Dept of Education ‘failed a child’ after it was unable to find him a school in 26 attempts

Luke Byrne

Luke Byrne

THE Department of Education failed a child who was from a highly disadvantaged background, after he was unable to secure a school place in 26 attempts, a new report found.

An investigation into the boy's case by the Ombudsman for Children found that he was adversely affected by the actions of the department.

It also found that the actions of the department were based on “undesirable administrative practice” in the case.

The boy was in the care of the HSE and aged 13 when a complaint was filed with the ombudsman by his guardian ad litem, who is legally responsible for his interests.

He had been expelled from a school in May 2008 due to behavioural issues.

However this was after a recent separation from his mother and siblings, a violent family death and inadequate care from his father, his guardian said.

In June 2009 the boy was taken to a non-EU state with his father, but returned alone later that year. He was then placed in foster care.

The boy did not receive any full-time education from May 2008 until March 2010 - almost two years.

Filing a complaint, his guardian and solicitor alleged this was a result of a lack of management of the child's education by the department.

The ombudsman's investigation found that in January and February 2010 the child's social worker applied to 26 schools, including a refusal appeal to one of them, in an attempt to find a placement.

Previous behaviour, living outside the catchment area and not meeting admissions criteria were among the reasons cited by the schools.
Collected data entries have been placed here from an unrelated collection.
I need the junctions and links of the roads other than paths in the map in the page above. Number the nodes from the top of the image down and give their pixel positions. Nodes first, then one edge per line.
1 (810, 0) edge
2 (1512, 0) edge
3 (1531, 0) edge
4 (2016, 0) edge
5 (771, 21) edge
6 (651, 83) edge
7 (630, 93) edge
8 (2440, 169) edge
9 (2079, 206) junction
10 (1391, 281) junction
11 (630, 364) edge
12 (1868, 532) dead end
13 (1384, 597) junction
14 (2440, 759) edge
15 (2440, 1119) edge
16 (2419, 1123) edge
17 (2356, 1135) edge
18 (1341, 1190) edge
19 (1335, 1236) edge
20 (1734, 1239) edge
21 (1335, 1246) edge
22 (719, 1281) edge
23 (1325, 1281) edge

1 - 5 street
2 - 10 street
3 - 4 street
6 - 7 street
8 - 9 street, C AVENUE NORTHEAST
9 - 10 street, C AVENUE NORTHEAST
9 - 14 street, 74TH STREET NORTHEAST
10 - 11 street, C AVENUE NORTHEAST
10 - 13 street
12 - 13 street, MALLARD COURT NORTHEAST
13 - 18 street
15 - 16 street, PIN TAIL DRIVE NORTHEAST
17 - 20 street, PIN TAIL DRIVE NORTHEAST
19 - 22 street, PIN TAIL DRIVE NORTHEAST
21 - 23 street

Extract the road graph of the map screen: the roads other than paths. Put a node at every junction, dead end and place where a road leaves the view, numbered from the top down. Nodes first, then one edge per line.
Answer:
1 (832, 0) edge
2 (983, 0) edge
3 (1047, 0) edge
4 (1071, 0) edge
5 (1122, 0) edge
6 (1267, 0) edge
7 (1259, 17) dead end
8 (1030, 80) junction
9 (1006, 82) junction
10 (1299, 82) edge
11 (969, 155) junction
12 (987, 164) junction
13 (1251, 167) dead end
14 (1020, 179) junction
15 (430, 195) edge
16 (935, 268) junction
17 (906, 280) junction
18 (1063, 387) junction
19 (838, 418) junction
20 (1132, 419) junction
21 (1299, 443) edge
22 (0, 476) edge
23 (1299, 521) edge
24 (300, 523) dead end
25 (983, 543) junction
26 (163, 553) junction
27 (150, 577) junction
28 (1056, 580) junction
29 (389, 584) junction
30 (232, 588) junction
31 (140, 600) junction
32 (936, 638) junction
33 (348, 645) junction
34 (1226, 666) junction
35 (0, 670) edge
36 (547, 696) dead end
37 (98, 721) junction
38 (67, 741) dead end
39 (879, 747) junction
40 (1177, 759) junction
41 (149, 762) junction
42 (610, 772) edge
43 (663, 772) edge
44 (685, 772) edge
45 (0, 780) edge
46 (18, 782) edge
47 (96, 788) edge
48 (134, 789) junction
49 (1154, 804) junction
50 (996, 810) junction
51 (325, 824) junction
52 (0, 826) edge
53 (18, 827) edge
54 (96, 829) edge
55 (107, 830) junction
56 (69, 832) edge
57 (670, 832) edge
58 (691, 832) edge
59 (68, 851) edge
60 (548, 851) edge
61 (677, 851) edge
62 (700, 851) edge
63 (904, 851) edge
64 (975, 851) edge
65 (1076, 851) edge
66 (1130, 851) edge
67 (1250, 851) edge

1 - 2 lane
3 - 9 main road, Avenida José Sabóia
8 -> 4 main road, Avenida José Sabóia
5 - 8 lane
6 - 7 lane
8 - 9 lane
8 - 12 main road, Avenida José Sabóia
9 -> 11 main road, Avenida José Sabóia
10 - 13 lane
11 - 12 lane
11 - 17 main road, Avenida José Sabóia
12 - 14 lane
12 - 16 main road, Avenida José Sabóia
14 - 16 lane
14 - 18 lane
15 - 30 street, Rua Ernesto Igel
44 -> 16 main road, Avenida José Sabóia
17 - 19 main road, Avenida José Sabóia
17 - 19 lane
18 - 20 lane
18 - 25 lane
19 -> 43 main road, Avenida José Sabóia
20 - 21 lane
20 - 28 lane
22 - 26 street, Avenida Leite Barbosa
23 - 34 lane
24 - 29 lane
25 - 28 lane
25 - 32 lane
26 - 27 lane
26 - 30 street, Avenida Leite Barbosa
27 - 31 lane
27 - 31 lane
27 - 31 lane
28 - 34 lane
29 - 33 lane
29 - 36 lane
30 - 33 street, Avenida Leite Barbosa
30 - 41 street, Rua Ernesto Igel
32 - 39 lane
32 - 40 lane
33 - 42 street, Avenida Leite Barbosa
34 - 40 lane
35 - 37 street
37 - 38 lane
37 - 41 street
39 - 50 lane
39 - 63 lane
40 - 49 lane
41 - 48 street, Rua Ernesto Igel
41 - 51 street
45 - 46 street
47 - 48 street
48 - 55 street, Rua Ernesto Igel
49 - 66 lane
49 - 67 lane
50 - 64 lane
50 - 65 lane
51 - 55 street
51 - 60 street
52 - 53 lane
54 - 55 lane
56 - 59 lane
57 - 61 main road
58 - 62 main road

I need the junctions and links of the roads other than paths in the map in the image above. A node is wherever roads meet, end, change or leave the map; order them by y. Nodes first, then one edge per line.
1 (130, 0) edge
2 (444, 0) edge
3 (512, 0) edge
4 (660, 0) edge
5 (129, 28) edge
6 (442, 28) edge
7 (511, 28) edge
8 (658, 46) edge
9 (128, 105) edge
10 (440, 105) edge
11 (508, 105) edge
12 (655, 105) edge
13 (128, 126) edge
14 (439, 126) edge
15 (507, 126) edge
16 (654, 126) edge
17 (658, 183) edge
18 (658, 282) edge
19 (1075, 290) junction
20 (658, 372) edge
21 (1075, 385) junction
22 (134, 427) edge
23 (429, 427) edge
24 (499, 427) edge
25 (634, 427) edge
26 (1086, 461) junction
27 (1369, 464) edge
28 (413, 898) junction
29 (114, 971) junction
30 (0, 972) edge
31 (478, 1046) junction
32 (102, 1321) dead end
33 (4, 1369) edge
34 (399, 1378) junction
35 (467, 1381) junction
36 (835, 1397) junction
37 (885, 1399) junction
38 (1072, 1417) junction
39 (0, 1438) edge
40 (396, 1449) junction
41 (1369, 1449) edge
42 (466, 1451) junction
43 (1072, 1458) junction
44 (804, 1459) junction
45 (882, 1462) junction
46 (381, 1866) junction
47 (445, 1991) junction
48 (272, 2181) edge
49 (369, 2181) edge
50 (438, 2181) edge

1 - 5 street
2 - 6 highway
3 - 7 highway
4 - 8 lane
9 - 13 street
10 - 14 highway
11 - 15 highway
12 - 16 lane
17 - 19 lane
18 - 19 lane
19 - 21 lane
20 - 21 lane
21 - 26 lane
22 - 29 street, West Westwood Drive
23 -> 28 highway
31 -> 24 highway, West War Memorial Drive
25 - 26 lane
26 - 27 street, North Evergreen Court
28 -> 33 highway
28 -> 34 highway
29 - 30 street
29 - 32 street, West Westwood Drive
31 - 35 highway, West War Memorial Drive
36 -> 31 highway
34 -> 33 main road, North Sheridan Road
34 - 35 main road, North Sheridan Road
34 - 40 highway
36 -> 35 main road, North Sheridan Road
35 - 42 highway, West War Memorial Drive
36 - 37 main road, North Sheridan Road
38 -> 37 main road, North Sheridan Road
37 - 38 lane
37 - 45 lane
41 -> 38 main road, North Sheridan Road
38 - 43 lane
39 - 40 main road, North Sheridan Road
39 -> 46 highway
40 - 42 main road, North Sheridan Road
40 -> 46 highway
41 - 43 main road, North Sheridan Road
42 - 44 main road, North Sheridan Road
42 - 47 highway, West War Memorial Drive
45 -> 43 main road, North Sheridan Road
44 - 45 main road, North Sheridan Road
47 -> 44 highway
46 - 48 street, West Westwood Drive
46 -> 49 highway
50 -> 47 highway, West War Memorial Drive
When contacted by lawyers for the child about their intention to seek a High Court judicial review, the department said it had “no direct role” in finding a school place for individuals

The boy received nine hours of home tuition a week from January 2010 and eventually secured full time education in March that year.

The ombudsman found that the appropriate needs of children in care are not reflected by the current home tuition scheme and that the needs of the child in the complaint case were not met.

Being away from school for two years “deprived the child of opportunities for personal growth and development,” the reported added.

It also said that it was the responsibility of the department to ensure that schools in a catchment area can cater for all pupils seeking a school placement.

While the department rejected the findings that its actions had an adverse affect on the child, it admitted that legislative change was required in certain areas to address such situations.

It said that Minister for Education Ruairi Quinn was drawing up the heads of a Bill to address certain school admission issues.